DATA EXTRACT |
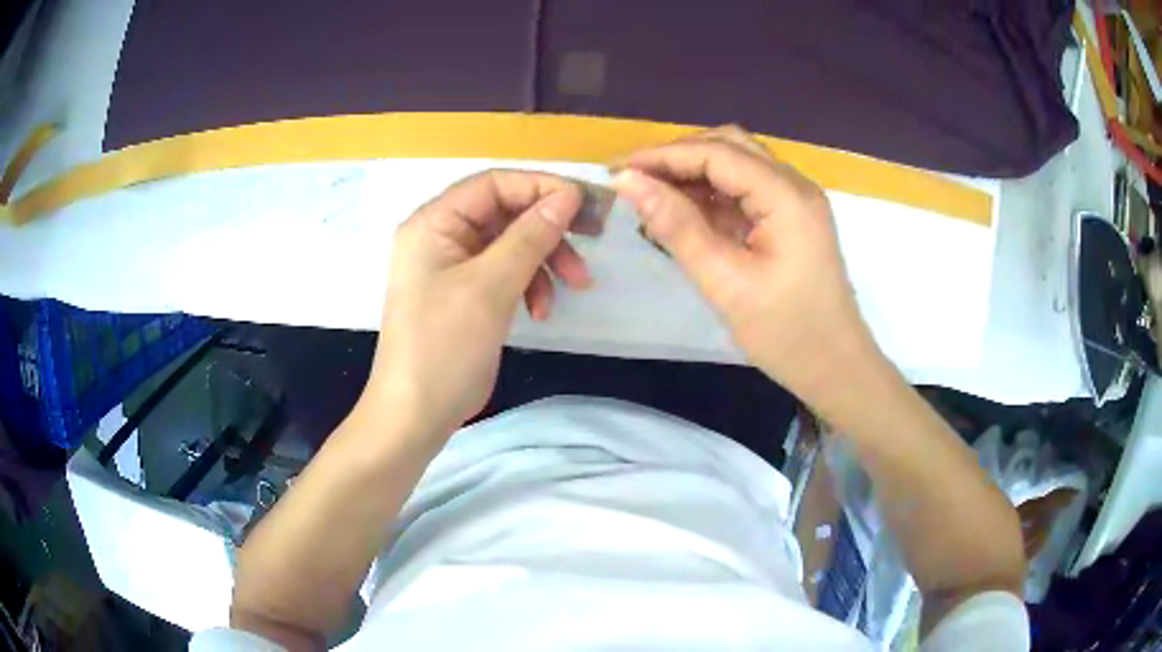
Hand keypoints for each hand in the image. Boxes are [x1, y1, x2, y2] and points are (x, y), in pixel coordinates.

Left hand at [363, 170, 590, 435]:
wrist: (416, 414)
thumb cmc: (444, 346)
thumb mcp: (490, 287)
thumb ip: (530, 236)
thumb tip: (568, 196)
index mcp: (434, 222)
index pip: (493, 184)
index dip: (540, 187)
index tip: (584, 204)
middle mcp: (442, 236)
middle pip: (505, 213)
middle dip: (549, 230)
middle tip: (592, 241)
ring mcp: (453, 266)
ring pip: (511, 243)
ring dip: (545, 261)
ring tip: (574, 288)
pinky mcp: (466, 293)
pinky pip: (506, 272)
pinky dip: (530, 285)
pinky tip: (541, 311)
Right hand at [611, 126, 880, 401]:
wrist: (836, 368)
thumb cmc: (786, 334)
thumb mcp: (726, 282)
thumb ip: (677, 227)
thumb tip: (629, 183)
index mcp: (786, 196)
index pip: (716, 153)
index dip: (662, 155)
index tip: (616, 170)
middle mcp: (795, 185)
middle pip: (729, 146)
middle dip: (677, 156)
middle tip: (632, 180)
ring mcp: (796, 200)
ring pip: (737, 163)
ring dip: (693, 172)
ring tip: (651, 193)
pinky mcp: (792, 218)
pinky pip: (746, 189)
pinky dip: (712, 193)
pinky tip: (684, 211)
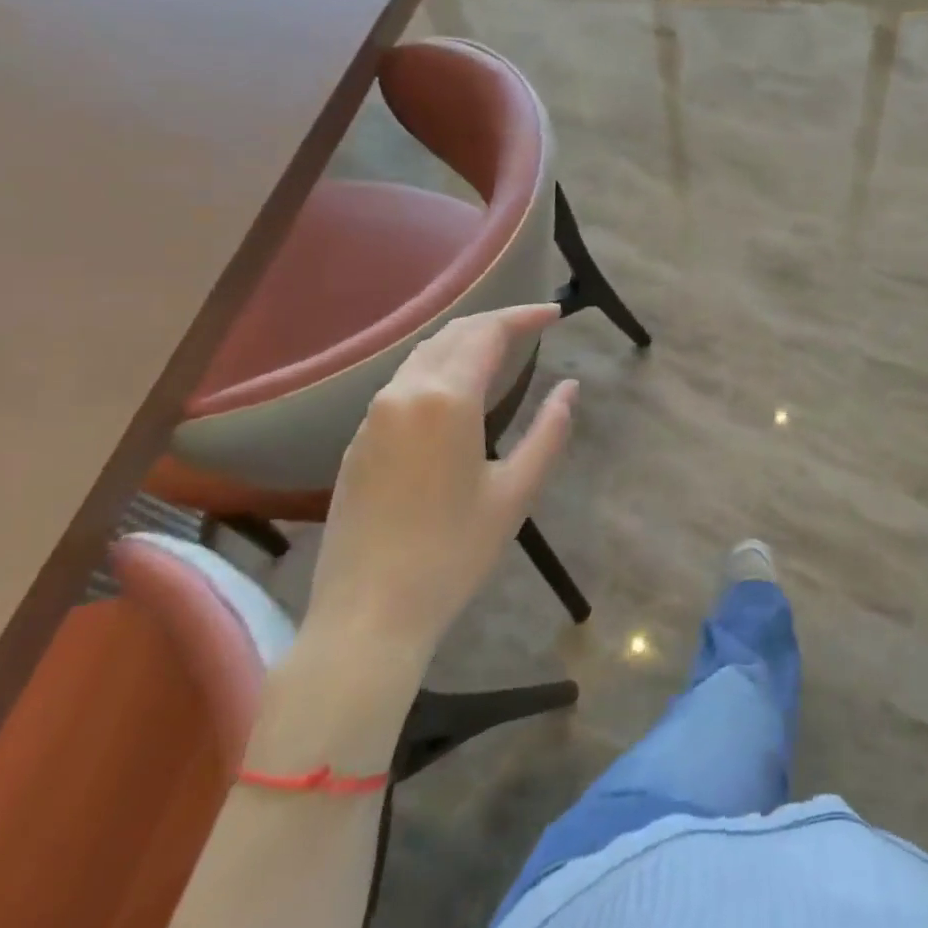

DESCRIPTION OF THE TASK | Pull every line containing "index" from the entries above and copy it.

ANSWER SPACE |
index mcp: (434, 222)
index pip: (493, 184)
index dip: (540, 187)
index tip: (584, 204)
index mcp: (786, 196)
index pip: (716, 153)
index dip: (662, 155)
index tip: (616, 170)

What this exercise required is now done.